Absence of hippocampal pathology persists in the Q175DN mouse model of Huntington's disease despite elevated HTT aggregation

Background: Huntington's disease (HD) is a neurodegenerative disorder causing motor, cognitive, and psychiatric impairments, with the striatum being the most affected brain region. However, the role of other regions, such as the hippocampus, in HD remains less understood. Objective: Here, we study the comparative impact of enhanced mHTT aggregation and neuropathology in the striatum and hippocampus of two HD mouse models. Methods: We utilized the zQ175 as a control HD mouse model and the Q175DN mice lacking the PGK-Neomycin cassette generated in house.

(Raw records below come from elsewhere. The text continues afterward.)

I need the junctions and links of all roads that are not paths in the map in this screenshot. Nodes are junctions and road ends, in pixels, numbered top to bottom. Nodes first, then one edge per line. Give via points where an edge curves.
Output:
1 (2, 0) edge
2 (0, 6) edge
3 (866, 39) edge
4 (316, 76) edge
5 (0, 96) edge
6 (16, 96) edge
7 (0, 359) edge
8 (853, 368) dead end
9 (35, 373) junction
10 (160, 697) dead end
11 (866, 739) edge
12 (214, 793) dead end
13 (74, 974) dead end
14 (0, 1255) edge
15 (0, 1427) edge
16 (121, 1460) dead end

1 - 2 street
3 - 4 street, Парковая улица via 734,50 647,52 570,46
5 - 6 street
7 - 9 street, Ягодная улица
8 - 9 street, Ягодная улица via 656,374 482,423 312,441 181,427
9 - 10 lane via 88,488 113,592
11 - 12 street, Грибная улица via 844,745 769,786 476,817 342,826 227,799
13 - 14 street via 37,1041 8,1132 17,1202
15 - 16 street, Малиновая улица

We performed a comparative characterization of the neuropathology between zQ175 and Q175DN mice in the striatum and the hippocampus by assessing HTT aggregation, neuronal and glial pathology, chaperone expression, and synaptic density. Results: We showed that Q175DN mice presented enhanced mHTT aggregation in both striatum and hippocampus compared to zQ175. Striatal neurons showed a greater susceptibility to enhanced accumulation of mHTT in Q175DN. On the contrary, no signs of hippocampal pathology were found in zQ175 and absence of hippocampal pathology persisted in Q175DN mice despite higher levels of mHTT. In addition, Q175DN hippocampus presented increased synaptic density, decreased Iba1⁺ microglia density and enhanced HSF1 levels in specific subregions of the hippocampus compared to zQ175. Conclusions: Q175DN mice are a valuable tool to understand the fundamental susceptibility differences to mHTT toxicity between striatal neurons and other neuronal subtypes. Furthermore, our findings also suggest that cognitive deficits observed in HD animals might arise from either striatum dysfunction or other regions involved in cognitive processes but not from hippocampal degeneration.